# generate json-ld for ag given graphml definition

In [None]:
import networkx as nx

# Load the graph from the provided graphml file
# fix the path to the graphml file, file path shoould use // instead of //

graph_path = 'C://Users//donbr//github//nsclc-pathways//ts_sl_gene_graph.graphml'
G = nx.read_graphml(graph_path)

# Get an overview of nodes and their attributes
nodes_data = G.nodes(data=True)

# Displaying the first 5 nodes to understand the structure and naming conventions
nodes_sample = list(nodes_data)[:5]

nodes_sample


In [None]:
import networkx as nx
import json

# Load the GraphML file
# graphml_file_path = '/mnt/data/ts_sl_gene_graph.graphml'
# G = nx.read_graphml(graphml_file_path)
# pubmed may also be useful - 	https://identifiers.org/pubmed:16333295

# Define the JSON-LD context for linked data
context = {
    "name": "http://schema.org/name",
    "symbol": "http://identifiers.org/symbol/",
    "entrezId": "http://identifiers.org/ncbigene/",
    "hgncId": "http://identifiers.org/hgnc/",
    "ensemblGeneId": "http://identifiers.org/ensembl/",
    "uniprotId": "http://identifiers.org/uniprot/",
    "iupharId": "http://identifiers.org/iuphar/",
    "keggId": "http://identifiers.org/kegg.genes/",
    "omimId": "http://identifiers.org/omim/",
    "orphanetId": "http://identifiers.org/orphanet/",
    "location": "http://schema.org/position",
    "relationship": "http://schema.org/relatedTo"
}

# Prepare the JSON-LD graph structure
json_ld_graph = []

# Iterate through each node in the GraphML file (each gene)
for node_id, node_data in G.nodes(data=True):
    # Use the node_id directly as the gene symbol (e.g., "TYMS")
    gene_symbol = node_id

    # Start with an empty dictionary for gene_entry
    gene_entry = {}

    # Conditionally add attributes if they exist
    if 'hgnc_id' in node_data:
        gene_entry["@id"] = f"http://identifiers.org/hgnc/{node_data.get('hgnc_id', '').split(':')[-1]}"
    
    # Always add the symbol (based on node ID)
    gene_entry["symbol"] = gene_symbol  # Use the node ID directly as the symbol
    
    if 'name' in node_data:
        gene_entry["name"] = node_data.get('name', '')
    
    if 'entrez_id' in node_data:
        gene_entry["entrezId"] = f"http://identifiers.org/ncbigene/{node_data.get('entrez_id', '')}"
    
    if 'ensembl_gene_id' in node_data:
        gene_entry["ensemblGeneId"] = f"http://identifiers.org/ensembl/{node_data.get('ensembl_gene_id', '')}"
    
    if 'uniprot_ids' in node_data:
        gene_entry["uniprotId"] = f"http://identifiers.org/uniprot/{node_data.get('uniprot_ids', '').split(',')[0]}"
    
    if 'iuphar' in node_data:
        gene_entry["iupharId"] = f"https://www.guidetopharmacology.org/GRAC/ObjectDisplayForward?objectId={node_data.get('iuphar', '').split(':')[-1]}"
    
    if 'entrez_id' in node_data:
        gene_entry["keggId"] = f"http://identifiers.org/kegg.genes/hsa:{node_data.get('entrez_id', '')}"
    
    if 'omim_id' in node_data:
        gene_entry["omimId"] = f"https://omim.org/entry/{node_data.get('omim_id', '')}"
    
    if 'orphanet' in node_data:
        gene_entry["orphanetId"] = f"http://www.orpha.net/ORDO/Orphanet_{node_data.get('orphanet', '').split('.')[0]}"
    
    if 'location' in node_data:
        gene_entry["location"] = node_data.get('location', '')

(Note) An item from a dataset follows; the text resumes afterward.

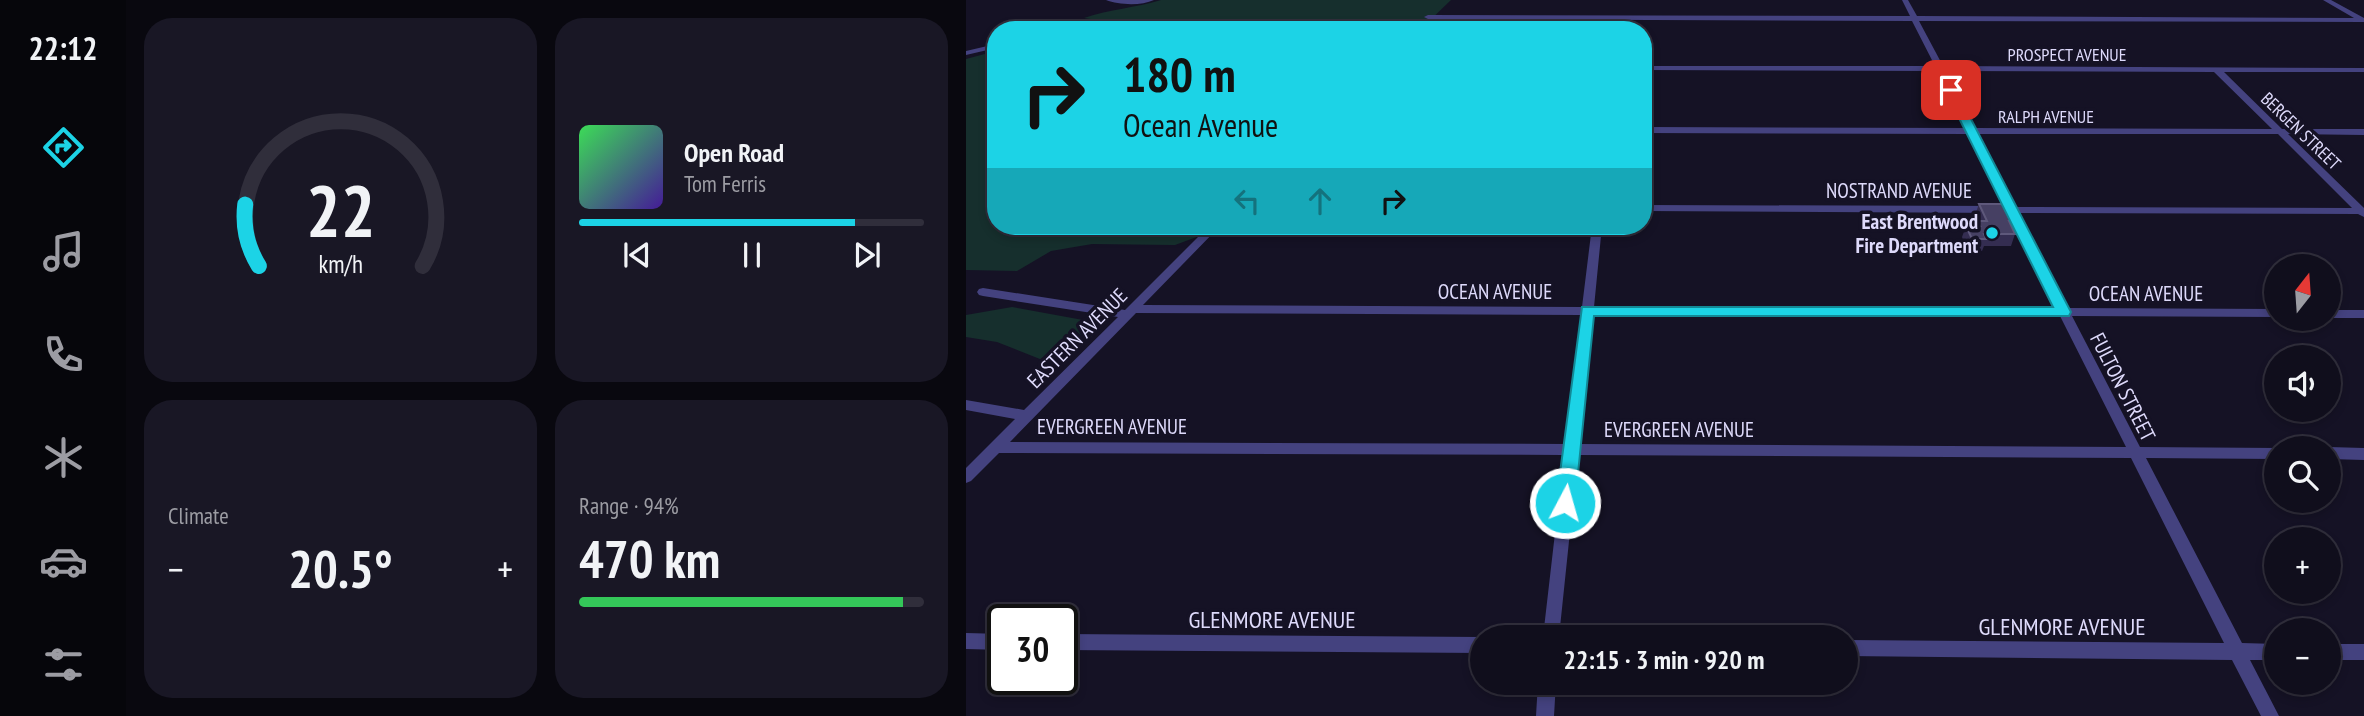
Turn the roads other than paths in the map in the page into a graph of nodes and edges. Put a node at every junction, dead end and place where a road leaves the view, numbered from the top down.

    # Only add the gene entry if it contains data
    if gene_entry:
        json_ld_graph.append(gene_entry)

# Create the final JSON-LD structure
json_ld_data = {
    "@context": context,
    "@graph": json_ld_graph
}

# Convert the JSON-LD structure to a string
json_ld_output = json.dumps(json_ld_data, indent=2)

# Output the JSON-LD to a file (or print it out)
output_file_path = 'gene_network.jsonld'
with open(output_file_path, 'w') as f:
    f.write(json_ld_output)

print(f"JSON-LD output with HGNC-approved symbols saved to {output_file_path}")